After a period of decline in 1150, the manor passed to the De Ponte lords and was expanded during the Frederican era. The addition of two other square towers and connecting walls in the 14th century gave rise to the castle-enclosure structure. At the beginning of the 15th century, the castle became the property of the Orsini family and was likely damaged by the 1456 Central Italy earthquakes on December 5, 1456.

Transferred to the Colonna family at the end of the 15th century, the north tower was used by the Maccafani family in the 19th century, who sold it to the Vicario family at the beginning of the 20th century. Severely damaged by the 1915 Avezzano earthquake, the castle was purchased in 1966 by Aldo Maria Arena, who oversaw its restoration, receiving a diploma of merit from Europa Nostra in 1982 for the success and quality of the work done.
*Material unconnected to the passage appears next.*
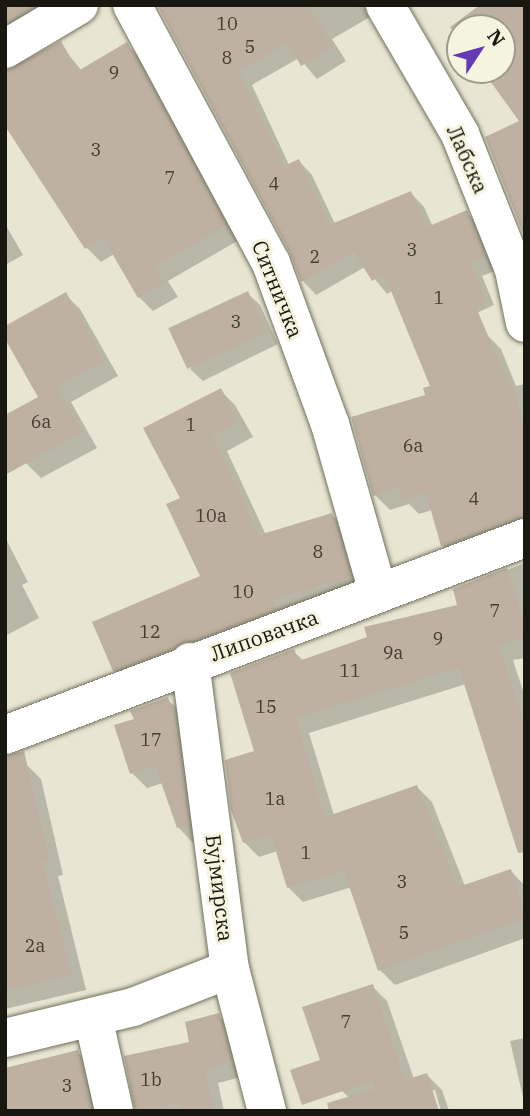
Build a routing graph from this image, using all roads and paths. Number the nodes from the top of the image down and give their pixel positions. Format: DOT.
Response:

The structure is open to visitors.

==Architecture==
The keep has a square plan with 11.70 meters per side and is 27 meters high. It is built on four floors, which housed the guardhouse, storerooms, and prisons on the ground floor. The first floor served as the justice hall, while the noble residence was on the second and third floors. The top floor was used for watch and defense.

The second tower, located to the north, has a side length of 6.60 meters and a height of 24 meters; internally, it is structured on five floors. The third tower, to the southeast, has a height of 16 meters and a side length of 4.60 meters; it has no floors and likely served only as a connecting point between the walls and as a lookout.

The southwest walls are 23 meters long and 15 meters high. Near the keep is the main entrance to the castle. The eastern walls are 24.5 meters long and 13 meters high, while the northern walls are 22.40 meters long and 14 meters high. At the top, the walls have a patrol walkway connecting the towers.